Thanks for taking a look.
-Sandeep
On Sat, Oct 5, 2013 at 10:26 AM, Michael Paquier
<mic...@gm...>wrote:
> On Sat, Oct 5, 2013 at 11:14 PM, Sandeep Gupta <gup...@gm...>
> wrote:
> > Thanks Michael. I understand. The only issue is that we have an update
> > query as
> >
> > update T set T.a = -1 from A where A.x = T.x
> >
> >
> > Both A and T and distributed by x column. The problem is that coordinator
> > first does the join and then
> > calls update several times at each datanode.
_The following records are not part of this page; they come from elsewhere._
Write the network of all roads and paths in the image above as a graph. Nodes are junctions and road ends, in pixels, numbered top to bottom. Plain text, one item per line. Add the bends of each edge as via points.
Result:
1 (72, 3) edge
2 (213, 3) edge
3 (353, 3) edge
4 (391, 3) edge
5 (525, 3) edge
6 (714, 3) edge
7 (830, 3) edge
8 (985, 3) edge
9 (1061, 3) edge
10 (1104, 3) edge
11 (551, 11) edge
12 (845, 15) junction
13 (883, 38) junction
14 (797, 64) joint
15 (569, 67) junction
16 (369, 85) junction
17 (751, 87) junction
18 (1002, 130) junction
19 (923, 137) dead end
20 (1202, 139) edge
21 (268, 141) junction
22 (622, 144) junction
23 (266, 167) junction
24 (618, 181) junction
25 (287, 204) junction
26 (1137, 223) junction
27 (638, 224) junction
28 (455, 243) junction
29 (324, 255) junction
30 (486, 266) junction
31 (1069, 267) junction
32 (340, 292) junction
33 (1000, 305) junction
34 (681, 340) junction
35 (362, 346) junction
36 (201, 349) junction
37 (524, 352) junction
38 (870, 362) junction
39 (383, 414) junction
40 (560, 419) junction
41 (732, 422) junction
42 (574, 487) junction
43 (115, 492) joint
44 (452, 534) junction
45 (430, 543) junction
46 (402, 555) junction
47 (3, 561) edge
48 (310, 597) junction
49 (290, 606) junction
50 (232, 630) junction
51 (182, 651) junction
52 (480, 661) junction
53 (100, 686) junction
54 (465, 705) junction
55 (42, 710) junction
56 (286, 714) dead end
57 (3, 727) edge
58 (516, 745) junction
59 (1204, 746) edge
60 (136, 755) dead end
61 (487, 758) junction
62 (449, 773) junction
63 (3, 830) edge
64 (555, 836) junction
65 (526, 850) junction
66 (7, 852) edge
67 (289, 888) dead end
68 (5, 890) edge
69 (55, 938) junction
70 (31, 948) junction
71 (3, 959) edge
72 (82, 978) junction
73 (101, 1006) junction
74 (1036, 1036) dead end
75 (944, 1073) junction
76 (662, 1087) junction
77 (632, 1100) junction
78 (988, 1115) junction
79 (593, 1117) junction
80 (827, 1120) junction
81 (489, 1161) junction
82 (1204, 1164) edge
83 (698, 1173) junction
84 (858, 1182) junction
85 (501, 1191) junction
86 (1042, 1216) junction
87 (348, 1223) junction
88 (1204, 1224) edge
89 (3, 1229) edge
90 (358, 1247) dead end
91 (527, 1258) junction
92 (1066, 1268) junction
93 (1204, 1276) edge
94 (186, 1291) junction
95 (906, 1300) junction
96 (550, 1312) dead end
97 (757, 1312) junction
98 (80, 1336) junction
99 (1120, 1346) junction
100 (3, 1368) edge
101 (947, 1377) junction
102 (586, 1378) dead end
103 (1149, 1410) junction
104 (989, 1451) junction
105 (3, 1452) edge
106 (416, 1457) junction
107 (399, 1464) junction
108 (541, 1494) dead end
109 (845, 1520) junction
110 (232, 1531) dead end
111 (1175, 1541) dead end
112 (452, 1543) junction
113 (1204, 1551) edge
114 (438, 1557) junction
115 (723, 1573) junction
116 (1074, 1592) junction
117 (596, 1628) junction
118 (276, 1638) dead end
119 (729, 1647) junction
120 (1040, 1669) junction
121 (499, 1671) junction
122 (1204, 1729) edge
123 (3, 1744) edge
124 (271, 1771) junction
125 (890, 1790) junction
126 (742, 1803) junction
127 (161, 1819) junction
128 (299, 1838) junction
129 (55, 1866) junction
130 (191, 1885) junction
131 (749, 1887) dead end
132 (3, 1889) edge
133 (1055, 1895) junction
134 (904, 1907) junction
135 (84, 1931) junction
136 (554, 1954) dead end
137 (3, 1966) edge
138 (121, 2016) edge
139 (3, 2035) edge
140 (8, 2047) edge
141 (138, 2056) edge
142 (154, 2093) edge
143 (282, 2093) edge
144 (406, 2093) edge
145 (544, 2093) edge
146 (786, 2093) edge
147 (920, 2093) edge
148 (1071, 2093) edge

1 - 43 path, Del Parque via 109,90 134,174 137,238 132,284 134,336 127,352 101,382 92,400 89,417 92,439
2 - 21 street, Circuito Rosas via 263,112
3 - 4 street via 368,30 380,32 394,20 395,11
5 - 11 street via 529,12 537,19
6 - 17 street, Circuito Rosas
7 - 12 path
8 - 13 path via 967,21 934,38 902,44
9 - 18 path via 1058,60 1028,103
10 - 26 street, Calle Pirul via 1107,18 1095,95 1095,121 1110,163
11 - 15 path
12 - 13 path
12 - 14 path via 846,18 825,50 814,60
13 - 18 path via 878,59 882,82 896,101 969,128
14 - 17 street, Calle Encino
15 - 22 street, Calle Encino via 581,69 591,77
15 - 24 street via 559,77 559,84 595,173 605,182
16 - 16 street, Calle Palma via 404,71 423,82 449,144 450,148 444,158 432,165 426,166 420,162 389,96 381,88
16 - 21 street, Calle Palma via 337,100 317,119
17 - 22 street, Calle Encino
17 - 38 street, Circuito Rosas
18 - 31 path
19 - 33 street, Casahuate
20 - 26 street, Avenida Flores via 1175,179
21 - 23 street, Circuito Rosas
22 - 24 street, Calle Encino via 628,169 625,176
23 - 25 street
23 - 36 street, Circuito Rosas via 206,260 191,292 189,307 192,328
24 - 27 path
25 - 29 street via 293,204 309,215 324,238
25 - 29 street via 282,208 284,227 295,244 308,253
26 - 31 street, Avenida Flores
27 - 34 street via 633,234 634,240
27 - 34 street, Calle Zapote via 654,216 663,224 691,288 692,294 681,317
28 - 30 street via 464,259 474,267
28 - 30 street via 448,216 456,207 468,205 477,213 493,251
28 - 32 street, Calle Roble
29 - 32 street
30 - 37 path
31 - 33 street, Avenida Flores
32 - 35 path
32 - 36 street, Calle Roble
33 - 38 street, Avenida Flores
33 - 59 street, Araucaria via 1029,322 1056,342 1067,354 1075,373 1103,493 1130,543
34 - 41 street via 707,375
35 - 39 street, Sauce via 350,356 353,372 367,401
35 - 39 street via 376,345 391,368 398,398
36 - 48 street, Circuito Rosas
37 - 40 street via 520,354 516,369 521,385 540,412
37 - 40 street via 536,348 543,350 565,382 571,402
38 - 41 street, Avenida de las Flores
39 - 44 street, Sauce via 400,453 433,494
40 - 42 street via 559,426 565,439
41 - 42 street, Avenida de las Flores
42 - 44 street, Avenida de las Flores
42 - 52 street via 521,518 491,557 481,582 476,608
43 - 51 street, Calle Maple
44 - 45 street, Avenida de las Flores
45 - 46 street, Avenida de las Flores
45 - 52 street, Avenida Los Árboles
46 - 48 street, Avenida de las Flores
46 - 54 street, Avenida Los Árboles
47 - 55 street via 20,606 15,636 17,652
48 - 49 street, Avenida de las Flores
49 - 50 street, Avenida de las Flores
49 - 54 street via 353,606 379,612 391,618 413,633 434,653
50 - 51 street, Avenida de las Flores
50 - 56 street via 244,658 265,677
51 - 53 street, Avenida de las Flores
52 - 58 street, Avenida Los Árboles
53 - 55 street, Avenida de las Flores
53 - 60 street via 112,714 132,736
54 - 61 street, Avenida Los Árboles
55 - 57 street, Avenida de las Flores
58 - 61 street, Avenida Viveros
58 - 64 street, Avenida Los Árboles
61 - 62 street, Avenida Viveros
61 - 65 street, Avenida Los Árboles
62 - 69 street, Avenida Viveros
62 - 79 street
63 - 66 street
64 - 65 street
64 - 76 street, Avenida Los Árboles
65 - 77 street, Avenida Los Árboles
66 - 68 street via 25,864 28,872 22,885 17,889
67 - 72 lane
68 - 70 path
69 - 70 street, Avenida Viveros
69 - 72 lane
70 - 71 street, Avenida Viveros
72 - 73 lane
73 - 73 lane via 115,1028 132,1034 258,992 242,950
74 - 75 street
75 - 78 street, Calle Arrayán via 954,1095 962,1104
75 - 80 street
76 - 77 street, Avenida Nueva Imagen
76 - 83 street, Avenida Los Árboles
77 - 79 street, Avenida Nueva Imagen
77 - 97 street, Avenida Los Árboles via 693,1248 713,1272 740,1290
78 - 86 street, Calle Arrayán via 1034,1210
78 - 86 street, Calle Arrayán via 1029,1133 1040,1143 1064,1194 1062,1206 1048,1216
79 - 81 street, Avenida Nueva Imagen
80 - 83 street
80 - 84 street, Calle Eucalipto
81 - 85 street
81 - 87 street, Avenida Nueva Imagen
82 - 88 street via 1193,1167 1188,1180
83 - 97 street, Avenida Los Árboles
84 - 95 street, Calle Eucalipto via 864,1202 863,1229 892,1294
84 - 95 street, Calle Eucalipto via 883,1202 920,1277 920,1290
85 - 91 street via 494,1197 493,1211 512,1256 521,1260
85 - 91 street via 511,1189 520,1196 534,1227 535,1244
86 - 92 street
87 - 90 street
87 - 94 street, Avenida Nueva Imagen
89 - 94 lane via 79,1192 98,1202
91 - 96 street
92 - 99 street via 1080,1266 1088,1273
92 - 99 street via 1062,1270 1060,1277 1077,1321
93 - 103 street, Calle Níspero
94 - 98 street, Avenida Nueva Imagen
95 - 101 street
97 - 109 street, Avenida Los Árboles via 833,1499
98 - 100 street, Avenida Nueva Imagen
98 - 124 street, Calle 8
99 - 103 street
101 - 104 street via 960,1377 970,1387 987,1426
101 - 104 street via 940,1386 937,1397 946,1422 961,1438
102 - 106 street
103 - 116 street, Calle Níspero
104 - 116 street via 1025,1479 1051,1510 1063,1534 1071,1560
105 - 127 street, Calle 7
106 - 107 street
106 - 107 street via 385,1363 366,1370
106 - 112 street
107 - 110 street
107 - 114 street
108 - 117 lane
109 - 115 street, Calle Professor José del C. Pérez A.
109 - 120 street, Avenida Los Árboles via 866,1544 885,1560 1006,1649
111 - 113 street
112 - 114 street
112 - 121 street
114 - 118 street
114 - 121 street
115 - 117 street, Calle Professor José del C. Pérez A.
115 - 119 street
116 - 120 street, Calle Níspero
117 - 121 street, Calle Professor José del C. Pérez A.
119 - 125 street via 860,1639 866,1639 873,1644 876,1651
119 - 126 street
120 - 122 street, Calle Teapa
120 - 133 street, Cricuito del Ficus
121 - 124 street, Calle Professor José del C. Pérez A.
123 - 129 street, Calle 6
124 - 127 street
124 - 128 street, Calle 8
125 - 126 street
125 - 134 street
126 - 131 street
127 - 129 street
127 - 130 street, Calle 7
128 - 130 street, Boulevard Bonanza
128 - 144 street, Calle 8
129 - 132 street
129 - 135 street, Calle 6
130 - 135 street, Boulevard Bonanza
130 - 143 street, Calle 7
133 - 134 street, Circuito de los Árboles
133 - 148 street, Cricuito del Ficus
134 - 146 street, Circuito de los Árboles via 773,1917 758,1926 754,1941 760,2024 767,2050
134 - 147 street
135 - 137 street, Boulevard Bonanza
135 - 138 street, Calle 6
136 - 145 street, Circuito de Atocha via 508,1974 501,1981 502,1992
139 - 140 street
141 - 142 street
This is turning out to be
> too
> > slow. Would have
> > been better if the entire query was shipped to the datanodes.
> Hum?! Logically, I would imagine that if A and T are distributed by x
> this WHERE clause should be pushed down as the SET clause is a
> constant. However perhaps UPDATE FROM does not have an explicit
> support... Could you provide the version number and an EXPLAIN VERBOSE
> output?
>
> What if you put the where join in a subquery or a WITH clause? Like
> that for example:
> update T set T.a = -1 where A.x = (select A.x from A,T where A.x = T.x);
> --
> Michael
>
|